An Introduction to Data Science via ScalaTion Part 2 — HelloWorld of Data Science

Source: https://blog.rntech.co.uk/

In Part 1 of this two-part series we introduced ScalaTion, a robust Scala-based modeling and analytics library written in such close alliance to the fundamentals of linear algebra, calculus, statistics, and machine learning that it has made an integral contribution to my development within the field of data science. We also downloaded all the required software and automated the build process for starting new projects. In Part 2, we execute our first ScalaTion script — HelloWorldOfDS.scala .


Runnin > Walking… Gimme the results!

If you have followed Part 1 of this tutorial, then your project folder should be set up and equipped with the necessary build.sbt and .jar files. Additionally, you should have a local clone of The Quarks’ GitHub repository, which contains the HelloWorldOfDS.scala file we will be running and exploring.
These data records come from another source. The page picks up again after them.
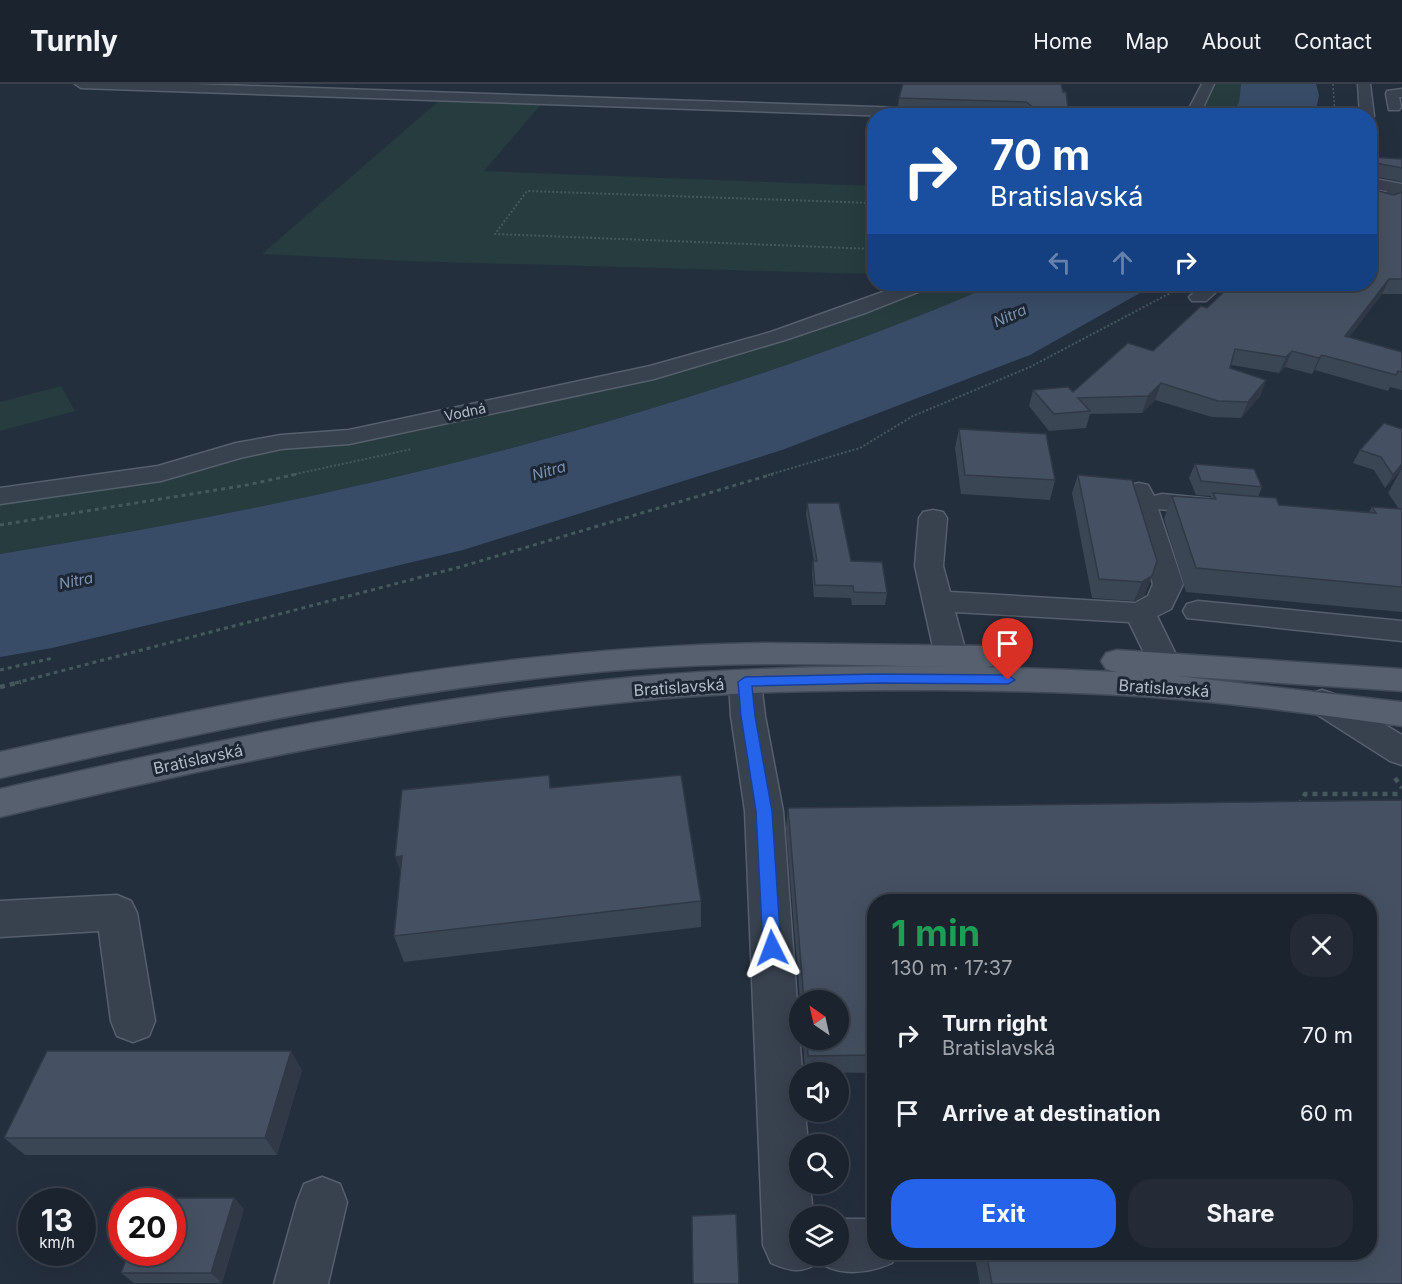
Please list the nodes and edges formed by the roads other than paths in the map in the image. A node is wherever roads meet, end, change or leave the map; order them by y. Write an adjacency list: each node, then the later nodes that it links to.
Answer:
1 (81, 84): 10 (street)
2 (1208, 84): 8 (street)
3 (1364, 84): 9 (street)
4 (1386, 84): 5 (street)
5 (1402, 85)
6 (1402, 93): 7 (street)
7 (1394, 107)
8 (1197, 108)
9 (1366, 108)
10 (867, 110)
11 (1387, 179): 12 (street)
12 (1377, 199)
13 (903, 291): 16 (street, Vodná)
14 (1206, 291): 15 (street)
15 (1199, 297)
16 (0, 496)
17 (1242, 509): 21 (street)
18 (933, 518): 19 (street)
19 (937, 602): 21 (street); 23 (street)
20 (1198, 611): 22 (street)
21 (1140, 613): 24 (street)
22 (1402, 631)
23 (951, 656): 24 (main road, Bratislavská); 27 (main road, Bratislavská)
24 (1164, 663): 25 (main road, Bratislavská)
25 (1402, 680)
26 (745, 682): 28 (main road, Bratislavská); 30 (main road, Bratislavská); 37 (street)
27 (415, 683): 30 (main road); 32 (main road, Bratislavská)
28 (1322, 702): 29 (main road, Bratislavská); 31 (street)
29 (1402, 714)
30 (414, 718): 33 (main road, Bratislavská)
31 (1402, 752)
32 (0, 765)
33 (0, 803)
34 (0, 919): 35 (street)
35 (133, 1021)
36 (322, 1202): 40 (street)
37 (789, 1245)
38 (849, 1245): 39 (street)
39 (867, 1245)
40 (301, 1284)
You can transfer this file into your own project folder built in Part 1 or you can simply run the script from the local clone itself.

Either way, to run the script, enter Terminal or another bash shell and cd into the main project folder containing the build.sbt file and data, lib, project, src, and target folders. In the quarks GitHub repository, this folder is the one titled HelloWorldOfDS inside the scalation folder.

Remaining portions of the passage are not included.